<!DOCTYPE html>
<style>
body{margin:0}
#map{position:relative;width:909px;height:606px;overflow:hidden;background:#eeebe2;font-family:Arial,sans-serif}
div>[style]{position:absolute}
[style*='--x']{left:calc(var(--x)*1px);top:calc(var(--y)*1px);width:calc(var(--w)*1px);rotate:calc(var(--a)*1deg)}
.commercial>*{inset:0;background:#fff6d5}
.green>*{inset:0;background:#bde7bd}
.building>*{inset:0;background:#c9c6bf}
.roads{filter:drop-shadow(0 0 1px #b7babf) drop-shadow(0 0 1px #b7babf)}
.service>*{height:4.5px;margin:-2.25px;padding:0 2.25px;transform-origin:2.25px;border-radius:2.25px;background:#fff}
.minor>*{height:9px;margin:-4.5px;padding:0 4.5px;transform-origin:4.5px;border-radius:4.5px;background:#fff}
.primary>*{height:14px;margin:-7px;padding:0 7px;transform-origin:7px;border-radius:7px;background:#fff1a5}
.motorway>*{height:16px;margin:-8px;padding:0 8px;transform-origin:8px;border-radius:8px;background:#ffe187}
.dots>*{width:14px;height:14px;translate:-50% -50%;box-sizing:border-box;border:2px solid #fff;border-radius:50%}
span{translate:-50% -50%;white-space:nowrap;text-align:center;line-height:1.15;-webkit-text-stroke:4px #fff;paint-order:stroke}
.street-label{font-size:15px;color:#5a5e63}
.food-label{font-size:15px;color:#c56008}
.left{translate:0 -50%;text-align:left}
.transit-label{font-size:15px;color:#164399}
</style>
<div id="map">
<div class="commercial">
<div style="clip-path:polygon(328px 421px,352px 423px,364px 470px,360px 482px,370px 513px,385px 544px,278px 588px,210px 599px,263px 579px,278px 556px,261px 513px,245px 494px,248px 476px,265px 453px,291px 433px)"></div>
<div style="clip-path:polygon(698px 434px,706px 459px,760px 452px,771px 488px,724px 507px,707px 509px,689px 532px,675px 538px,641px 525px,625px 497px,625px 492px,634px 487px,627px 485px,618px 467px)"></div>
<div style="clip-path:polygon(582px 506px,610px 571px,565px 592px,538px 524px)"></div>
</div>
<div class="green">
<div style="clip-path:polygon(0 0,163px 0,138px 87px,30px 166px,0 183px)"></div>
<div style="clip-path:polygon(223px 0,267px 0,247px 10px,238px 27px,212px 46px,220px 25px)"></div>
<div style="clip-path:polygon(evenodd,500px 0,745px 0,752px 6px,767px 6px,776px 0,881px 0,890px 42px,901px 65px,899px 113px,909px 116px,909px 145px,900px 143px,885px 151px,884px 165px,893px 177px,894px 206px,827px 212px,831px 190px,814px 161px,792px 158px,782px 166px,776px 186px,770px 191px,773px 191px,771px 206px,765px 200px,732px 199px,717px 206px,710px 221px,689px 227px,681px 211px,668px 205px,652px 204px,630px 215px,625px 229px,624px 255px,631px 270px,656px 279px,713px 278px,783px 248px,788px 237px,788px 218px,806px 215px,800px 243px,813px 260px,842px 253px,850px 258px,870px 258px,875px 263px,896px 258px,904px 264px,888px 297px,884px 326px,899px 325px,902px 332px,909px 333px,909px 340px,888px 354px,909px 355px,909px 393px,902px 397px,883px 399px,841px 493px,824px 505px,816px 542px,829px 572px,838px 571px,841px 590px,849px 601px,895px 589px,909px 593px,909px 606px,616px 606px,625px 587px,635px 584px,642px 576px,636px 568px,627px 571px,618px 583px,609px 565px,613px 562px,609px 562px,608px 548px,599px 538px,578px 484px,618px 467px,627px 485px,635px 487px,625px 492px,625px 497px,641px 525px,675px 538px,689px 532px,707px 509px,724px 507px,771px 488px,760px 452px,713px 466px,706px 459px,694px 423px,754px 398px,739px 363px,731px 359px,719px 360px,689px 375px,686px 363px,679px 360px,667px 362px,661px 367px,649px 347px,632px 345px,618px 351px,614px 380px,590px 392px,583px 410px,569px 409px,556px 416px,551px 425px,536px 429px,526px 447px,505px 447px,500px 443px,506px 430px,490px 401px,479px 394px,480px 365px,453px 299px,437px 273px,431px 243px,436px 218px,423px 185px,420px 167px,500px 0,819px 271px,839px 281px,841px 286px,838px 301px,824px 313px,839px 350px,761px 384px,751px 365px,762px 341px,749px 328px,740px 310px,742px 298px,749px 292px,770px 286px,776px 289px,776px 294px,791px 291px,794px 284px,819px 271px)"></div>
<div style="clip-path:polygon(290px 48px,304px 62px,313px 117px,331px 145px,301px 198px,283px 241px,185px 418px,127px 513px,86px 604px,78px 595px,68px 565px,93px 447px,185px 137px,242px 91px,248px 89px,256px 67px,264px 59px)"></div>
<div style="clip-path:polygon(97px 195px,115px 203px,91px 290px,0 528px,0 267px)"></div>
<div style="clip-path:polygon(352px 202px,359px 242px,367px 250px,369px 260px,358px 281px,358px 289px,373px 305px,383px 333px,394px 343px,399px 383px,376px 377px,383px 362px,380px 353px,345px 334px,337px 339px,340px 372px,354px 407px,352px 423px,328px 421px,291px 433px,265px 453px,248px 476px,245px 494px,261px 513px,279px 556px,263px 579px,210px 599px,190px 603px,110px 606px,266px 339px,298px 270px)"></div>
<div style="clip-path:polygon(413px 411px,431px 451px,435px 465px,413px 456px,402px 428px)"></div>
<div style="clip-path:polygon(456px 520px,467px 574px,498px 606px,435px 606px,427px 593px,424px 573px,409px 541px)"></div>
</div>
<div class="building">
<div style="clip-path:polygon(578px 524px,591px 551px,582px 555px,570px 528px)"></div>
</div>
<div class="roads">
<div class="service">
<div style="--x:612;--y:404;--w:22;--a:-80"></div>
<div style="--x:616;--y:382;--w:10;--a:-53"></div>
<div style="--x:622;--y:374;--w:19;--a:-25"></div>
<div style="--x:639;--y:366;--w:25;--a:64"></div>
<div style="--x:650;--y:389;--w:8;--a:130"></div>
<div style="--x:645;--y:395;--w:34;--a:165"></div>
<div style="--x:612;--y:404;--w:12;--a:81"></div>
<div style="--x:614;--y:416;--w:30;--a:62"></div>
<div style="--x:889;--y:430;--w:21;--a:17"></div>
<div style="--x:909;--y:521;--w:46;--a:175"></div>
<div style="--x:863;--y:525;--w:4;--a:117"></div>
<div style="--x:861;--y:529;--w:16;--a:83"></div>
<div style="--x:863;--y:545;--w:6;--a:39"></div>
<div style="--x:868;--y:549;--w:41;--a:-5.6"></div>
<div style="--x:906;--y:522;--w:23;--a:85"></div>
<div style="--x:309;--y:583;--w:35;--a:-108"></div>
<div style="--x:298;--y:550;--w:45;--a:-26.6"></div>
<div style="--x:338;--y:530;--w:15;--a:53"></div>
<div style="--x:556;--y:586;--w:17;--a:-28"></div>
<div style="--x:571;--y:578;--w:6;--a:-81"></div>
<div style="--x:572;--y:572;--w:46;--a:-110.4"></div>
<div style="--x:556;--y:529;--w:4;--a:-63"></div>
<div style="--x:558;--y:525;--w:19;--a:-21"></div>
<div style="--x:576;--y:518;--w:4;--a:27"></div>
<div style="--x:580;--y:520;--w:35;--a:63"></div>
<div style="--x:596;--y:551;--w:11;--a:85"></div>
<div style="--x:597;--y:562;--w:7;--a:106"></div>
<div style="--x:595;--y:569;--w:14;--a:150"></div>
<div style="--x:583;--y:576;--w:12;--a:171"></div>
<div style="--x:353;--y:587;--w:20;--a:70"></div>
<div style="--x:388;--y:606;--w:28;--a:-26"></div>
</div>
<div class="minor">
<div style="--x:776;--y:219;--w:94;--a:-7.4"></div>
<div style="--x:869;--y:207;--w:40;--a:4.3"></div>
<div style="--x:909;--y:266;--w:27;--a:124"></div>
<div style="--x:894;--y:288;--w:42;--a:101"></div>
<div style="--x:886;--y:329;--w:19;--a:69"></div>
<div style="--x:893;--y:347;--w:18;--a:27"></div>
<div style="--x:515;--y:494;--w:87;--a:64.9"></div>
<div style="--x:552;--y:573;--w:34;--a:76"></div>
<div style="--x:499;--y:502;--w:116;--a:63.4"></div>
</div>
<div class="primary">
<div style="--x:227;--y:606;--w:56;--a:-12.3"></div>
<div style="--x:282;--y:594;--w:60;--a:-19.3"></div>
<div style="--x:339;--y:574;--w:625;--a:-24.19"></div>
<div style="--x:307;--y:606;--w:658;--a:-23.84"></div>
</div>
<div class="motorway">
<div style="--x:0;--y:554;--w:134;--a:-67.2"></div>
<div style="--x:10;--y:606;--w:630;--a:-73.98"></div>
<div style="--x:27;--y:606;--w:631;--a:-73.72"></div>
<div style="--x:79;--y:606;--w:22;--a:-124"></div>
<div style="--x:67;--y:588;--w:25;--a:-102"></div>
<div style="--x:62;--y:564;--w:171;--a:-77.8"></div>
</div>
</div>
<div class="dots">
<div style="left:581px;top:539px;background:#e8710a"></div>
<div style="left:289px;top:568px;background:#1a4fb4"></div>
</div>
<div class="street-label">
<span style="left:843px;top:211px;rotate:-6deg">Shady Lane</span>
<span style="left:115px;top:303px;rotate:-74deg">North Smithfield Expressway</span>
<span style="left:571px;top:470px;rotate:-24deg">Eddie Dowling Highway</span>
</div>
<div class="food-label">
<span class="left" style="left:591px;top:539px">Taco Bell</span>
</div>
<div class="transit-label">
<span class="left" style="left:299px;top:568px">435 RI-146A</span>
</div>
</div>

--

Each line from the start of the listing above through the line containing "1px #b7babf) drop-shadow(0" should be copied exactly, please, with no other lines added.

EXERCISE RESPONSE:
<!DOCTYPE html>
<style>
body{margin:0}
#map{position:relative;width:909px;height:606px;overflow:hidden;background:#eeebe2;font-family:Arial,sans-serif}
div>[style]{position:absolute}
[style*='--x']{left:calc(var(--x)*1px);top:calc(var(--y)*1px);width:calc(var(--w)*1px);rotate:calc(var(--a)*1deg)}
.commercial>*{inset:0;background:#fff6d5}
.green>*{inset:0;background:#bde7bd}
.building>*{inset:0;background:#c9c6bf}
.roads{filter:drop-shadow(0 0 1px #b7babf) drop-shadow(0 0 1px #b7babf)}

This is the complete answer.